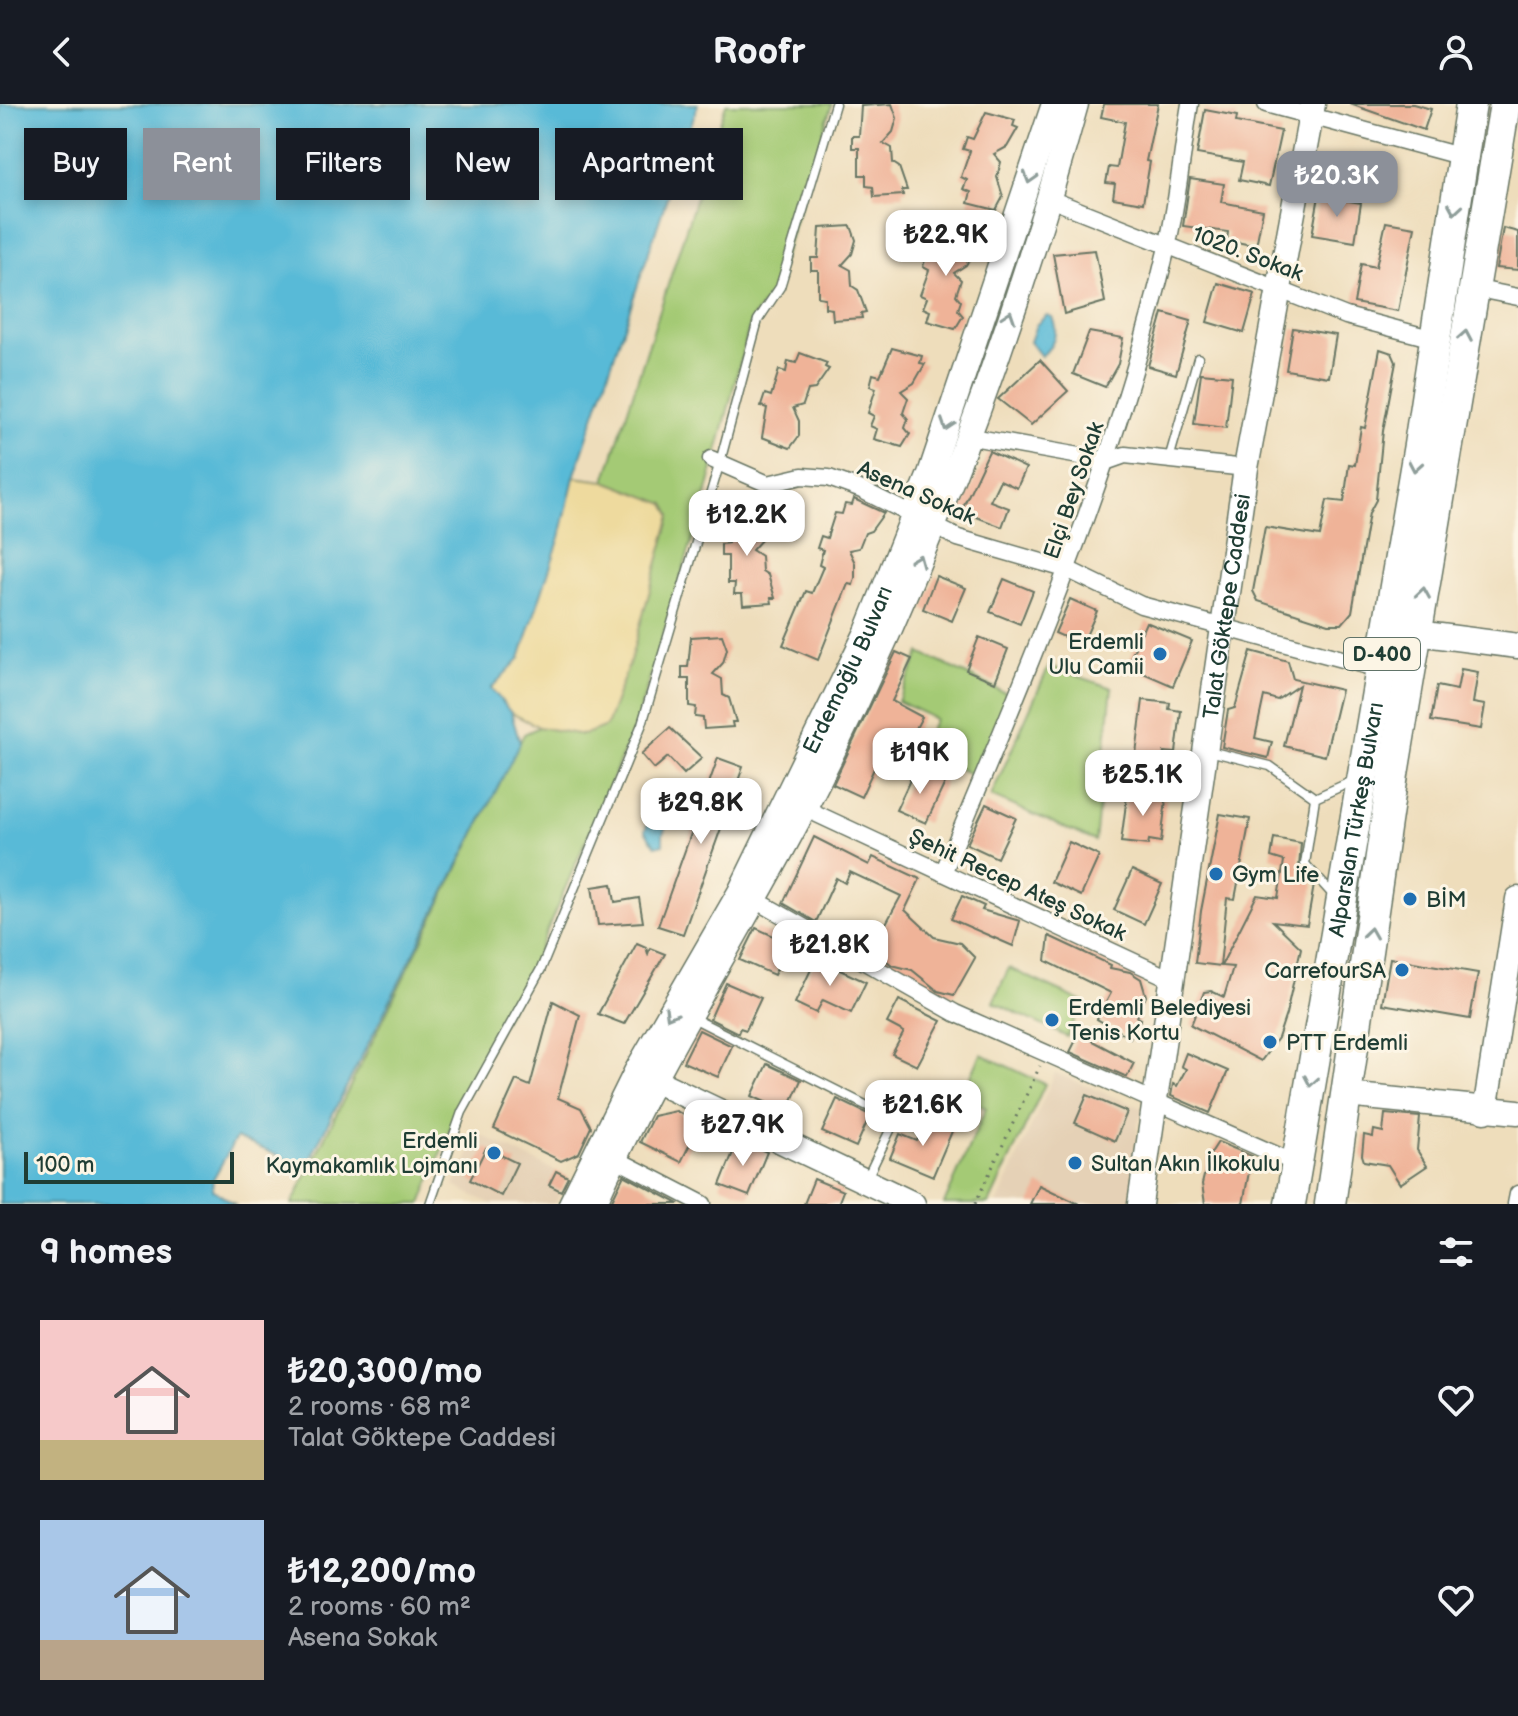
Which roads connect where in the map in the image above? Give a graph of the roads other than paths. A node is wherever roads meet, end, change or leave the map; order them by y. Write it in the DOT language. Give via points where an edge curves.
graph roads {
  1 [pos="835,104"];
  2 [pos="1054,104"];
  3 [pos="1076,104"];
  4 [pos="1190,104"];
  5 [pos="1266,104"];
  6 [pos="1471,104"];
  7 [pos="1505,104"];
  8 [pos="1312,110"];
  9 [pos="1463,157"];
  10 [pos="1050,199"];
  11 [pos="1168,246"];
  12 [pos="1279,288"];
  13 [pos="1473,288"];
  14 [pos="1518,297"];
  15 [pos="1434,339"];
  16 [pos="1198,358"];
  17 [pos="966,436"];
  18 [pos="1169,459"];
  19 [pos="716,460"];
  20 [pos="1108,461"];
  21 [pos="1246,468"];
  22 [pos="922,520"];
  23 [pos="1069,570"];
  24 [pos="1223,630"];
  25 [pos="1417,633"];
  26 [pos="1518,646"];
  27 [pos="1379,669"];
  28 [pos="1205,750"];
  29 [pos="1363,777"];
  30 [pos="1315,798"];
  31 [pos="804,808"];
  32 [pos="943,873"];
  33 [pos="754,899"];
  34 [pos="1518,899"];
  35 [pos="1341,903"];
  36 [pos="1513,956"];
  37 [pos="1171,979"];
  38 [pos="690,1017"];
  39 [pos="645,1076"];
  40 [pos="1346,1095"];
  41 [pos="1154,1101"];
  42 [pos="1485,1111"];
  43 [pos="1518,1112"];
  44 [pos="614,1158"];
  45 [pos="1297,1164"];
  46 [pos="866,1181"];
  47 [pos="1518,1194"];
  48 [pos="430,1204"];
  49 [pos="571,1204"];
  50 [pos="594,1204"];
  51 [pos="703,1204"];
  52 [pos="913,1204"];
  53 [pos="1140,1204"];
  54 [pos="1290,1204"];
  55 [pos="1330,1204"];
  56 [pos="1516,1204"];
  1 -- 19 [label="lane" via="780,287 758,320"];
  2 -- 22 [label="main road, Erdemoğlu Bulvarı, one-way" via="935,459"];
  3 -- 10 [label="main road, Erdemoğlu Bulvarı"];
  4 -- 11 [label="street, Elçi Bey Sokak"];
  5 -- 8 [label="street"];
  6 -- 9 [label="highway, Alparslan Türkeş Bulvarı / D-400"];
  7 -- 13 [label="highway, Alparslan Türkeş Bulvarı / D-400"];
  8 -- 9 [label="street"];
  8 -- 12 [label="main road, Talat Göktepe Caddesi"];
  9 -- 15 [label="highway, Alparslan Türkeş Bulvarı / D-400, one-way"];
  10 -- 11 [label="street, 1020. Sokak"];
  17 -- 10 [label="main road, Erdemoğlu Bulvarı, one-way"];
  11 -- 12 [label="street, 1020. Sokak"];
  11 -- 20 [label="street, Elçi Bey Sokak"];
  12 -- 15 [label="street, 1020. Sokak" via="1346,316"];
  12 -- 21 [label="main road, Talat Göktepe Caddesi"];
  13 -- 14 [label="street"];
  25 -- 13 [label="highway, Alparslan Türkeş Bulvarı / D-400, one-way"];
  15 -- 27 [label="highway, Alparslan Türkeş Bulvarı / D-400, one-way"];
  16 -- 18 [label="lane"];
  17 -- 20 [label="street"];
  17 -- 22 [label="main road, Erdemoğlu Bulvarı"];
  18 -- 20 [label="street" via="1125,455"];
  18 -- 21 [label="street"];
  19 -- 22 [label="street, Asena Sokak" via="768,484 802,476 829,478"];
  19 -- 48 [label="lane" via="642,724 541,969 462,1112"];
  20 -- 23 [label="street, Elçi Bey Sokak"];
  21 -- 24 [label="main road, Talat Göktepe Caddesi"];
  22 -- 23 [label="street, Asena Sokak" via="958,538"];
  31 -- 22 [label="main road, Erdemoğlu Bulvarı, one-way" via="897,612"];
  22 -- 39 [label="main road, Erdemoğlu Bulvarı, one-way"];
  23 -- 24 [label="street, Asena Sokak" via="1141,605"];
  23 -- 32 [label="street, Elçi Bey Sokak"];
  24 -- 27 [label="street, Asena Sokak"];
  24 -- 28 [label="main road, Talat Göktepe Caddesi"];
  25 -- 26 [label="main road"];
  40 -- 25 [label="highway, Alparslan Türkeş Bulvarı / D-400, one-way"];
  27 -- 29 [label="highway, Alparslan Türkeş Bulvarı / D-400"];
  28 -- 30 [label="lane" via="1270,766"];
  28 -- 37 [label="main road, Talat Göktepe Caddesi"];
  29 -- 30 [label="lane"];
  29 -- 35 [label="highway, Alparslan Türkeş Bulvarı / D-400"];
  30 -- 35 [label="lane" via="1305,864"];
  31 -- 32 [label="street, Şehit Recep Ateş Sokak"];
  31 -- 33 [label="main road, Erdemoğlu Bulvarı"];
  32 -- 37 [label="street, Şehit Recep Ateş Sokak"];
  33 -- 38 [label="main road, Erdemoğlu Bulvarı"];
  33 -- 41 [label="street" via="955,1013"];
  34 -- 36 [label="main road"];
  35 -- 45 [label="highway, Alparslan Türkeş Bulvarı / D-400, one-way"];
  36 -- 42 [label="main road"];
  37 -- 41 [label="main road, Talat Göktepe Caddesi"];
  38 -- 39 [label="main road, Erdemoğlu Bulvarı"];
  38 -- 46 [label="lane" via="895,1120"];
  39 -- 44 [label="main road, Erdemoğlu Bulvarı"];
  39 -- 46 [label="main road"];
  39 -- 49 [label="main road, Erdemoğlu Bulvarı"];
  40 -- 42 [label="main road"];
  40 -- 55 [label="highway, Alparslan Türkeş Bulvarı / D-400"];
  41 -- 45 [label="street"];
  41 -- 53 [label="main road, Talat Göktepe Caddesi"];
  42 -- 43 [label="main road"];
  44 -- 50 [label="main road, Erdemoğlu Bulvarı"];
  44 -- 51 [label="street"];
  45 -- 54 [label="highway, Alparslan Türkeş Bulvarı / D-400"];
  46 -- 52 [label="main road"];
  47 -- 56 [label="street"];
}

**The task:** Please reproduce all the material exactly. Pictures stay out of the copy.

**Solution to this exercise:**
Which roads connect where in the map in the image above? Give a graph of the roads other than paths. A node is wherever roads meet, end, change or leave the map; order them by y. Write it in the DOT language. Give via points where an edge curves.
graph roads {
  1 [pos="835,104"];
  2 [pos="1054,104"];
  3 [pos="1076,104"];
  4 [pos="1190,104"];
  5 [pos="1266,104"];
  6 [pos="1471,104"];
  7 [pos="1505,104"];
  8 [pos="1312,110"];
  9 [pos="1463,157"];
  10 [pos="1050,199"];
  11 [pos="1168,246"];
  12 [pos="1279,288"];
  13 [pos="1473,288"];
  14 [pos="1518,297"];
  15 [pos="1434,339"];
  16 [pos="1198,358"];
  17 [pos="966,436"];
  18 [pos="1169,459"];
  19 [pos="716,460"];
  20 [pos="1108,461"];
  21 [pos="1246,468"];
  22 [pos="922,520"];
  23 [pos="1069,570"];
  24 [pos="1223,630"];
  25 [pos="1417,633"];
  26 [pos="1518,646"];
  27 [pos="1379,669"];
  28 [pos="1205,750"];
  29 [pos="1363,777"];
  30 [pos="1315,798"];
  31 [pos="804,808"];
  32 [pos="943,873"];
  33 [pos="754,899"];
  34 [pos="1518,899"];
  35 [pos="1341,903"];
  36 [pos="1513,956"];
  37 [pos="1171,979"];
  38 [pos="690,1017"];
  39 [pos="645,1076"];
  40 [pos="1346,1095"];
  41 [pos="1154,1101"];
  42 [pos="1485,1111"];
  43 [pos="1518,1112"];
  44 [pos="614,1158"];
  45 [pos="1297,1164"];
  46 [pos="866,1181"];
  47 [pos="1518,1194"];
  48 [pos="430,1204"];
  49 [pos="571,1204"];
  50 [pos="594,1204"];
  51 [pos="703,1204"];
  52 [pos="913,1204"];
  53 [pos="1140,1204"];
  54 [pos="1290,1204"];
  55 [pos="1330,1204"];
  56 [pos="1516,1204"];
  1 -- 19 [label="lane" via="780,287 758,320"];
  2 -- 22 [label="main road, Erdemoğlu Bulvarı, one-way" via="935,459"];
  3 -- 10 [label="main road, Erdemoğlu Bulvarı"];
  4 -- 11 [label="street, Elçi Bey Sokak"];
  5 -- 8 [label="street"];
  6 -- 9 [label="highway, Alparslan Türkeş Bulvarı / D-400"];
  7 -- 13 [label="highway, Alparslan Türkeş Bulvarı / D-400"];
  8 -- 9 [label="street"];
  8 -- 12 [label="main road, Talat Göktepe Caddesi"];
  9 -- 15 [label="highway, Alparslan Türkeş Bulvarı / D-400, one-way"];
  10 -- 11 [label="street, 1020. Sokak"];
  17 -- 10 [label="main road, Erdemoğlu Bulvarı, one-way"];
  11 -- 12 [label="street, 1020. Sokak"];
  11 -- 20 [label="street, Elçi Bey Sokak"];
  12 -- 15 [label="street, 1020. Sokak" via="1346,316"];
  12 -- 21 [label="main road, Talat Göktepe Caddesi"];
  13 -- 14 [label="street"];
  25 -- 13 [label="highway, Alparslan Türkeş Bulvarı / D-400, one-way"];
  15 -- 27 [label="highway, Alparslan Türkeş Bulvarı / D-400, one-way"];
  16 -- 18 [label="lane"];
  17 -- 20 [label="street"];
  17 -- 22 [label="main road, Erdemoğlu Bulvarı"];
  18 -- 20 [label="street" via="1125,455"];
  18 -- 21 [label="street"];
  19 -- 22 [label="street, Asena Sokak" via="768,484 802,476 829,478"];
  19 -- 48 [label="lane" via="642,724 541,969 462,1112"];
  20 -- 23 [label="street, Elçi Bey Sokak"];
  21 -- 24 [label="main road, Talat Göktepe Caddesi"];
  22 -- 23 [label="street, Asena Sokak" via="958,538"];
  31 -- 22 [label="main road, Erdemoğlu Bulvarı, one-way" via="897,612"];
  22 -- 39 [label="main road, Erdemoğlu Bulvarı, one-way"];
  23 -- 24 [label="street, Asena Sokak" via="1141,605"];
  23 -- 32 [label="street, Elçi Bey Sokak"];
  24 -- 27 [label="street, Asena Sokak"];
  24 -- 28 [label="main road, Talat Göktepe Caddesi"];
  25 -- 26 [label="main road"];
  40 -- 25 [label="highway, Alparslan Türkeş Bulvarı / D-400, one-way"];
  27 -- 29 [label="highway, Alparslan Türkeş Bulvarı / D-400"];
  28 -- 30 [label="lane" via="1270,766"];
  28 -- 37 [label="main road, Talat Göktepe Caddesi"];
  29 -- 30 [label="lane"];
  29 -- 35 [label="highway, Alparslan Türkeş Bulvarı / D-400"];
  30 -- 35 [label="lane" via="1305,864"];
  31 -- 32 [label="street, Şehit Recep Ateş Sokak"];
  31 -- 33 [label="main road, Erdemoğlu Bulvarı"];
  32 -- 37 [label="street, Şehit Recep Ateş Sokak"];
  33 -- 38 [label="main road, Erdemoğlu Bulvarı"];
  33 -- 41 [label="street" via="955,1013"];
  34 -- 36 [label="main road"];
  35 -- 45 [label="highway, Alparslan Türkeş Bulvarı / D-400, one-way"];
  36 -- 42 [label="main road"];
  37 -- 41 [label="main road, Talat Göktepe Caddesi"];
  38 -- 39 [label="main road, Erdemoğlu Bulvarı"];
  38 -- 46 [label="lane" via="895,1120"];
  39 -- 44 [label="main road, Erdemoğlu Bulvarı"];
  39 -- 46 [label="main road"];
  39 -- 49 [label="main road, Erdemoğlu Bulvarı"];
  40 -- 42 [label="main road"];
  40 -- 55 [label="highway, Alparslan Türkeş Bulvarı / D-400"];
  41 -- 45 [label="street"];
  41 -- 53 [label="main road, Talat Göktepe Caddesi"];
  42 -- 43 [label="main road"];
  44 -- 50 [label="main road, Erdemoğlu Bulvarı"];
  44 -- 51 [label="street"];
  45 -- 54 [label="highway, Alparslan Türkeş Bulvarı / D-400"];
  46 -- 52 [label="main road"];
  47 -- 56 [label="street"];
}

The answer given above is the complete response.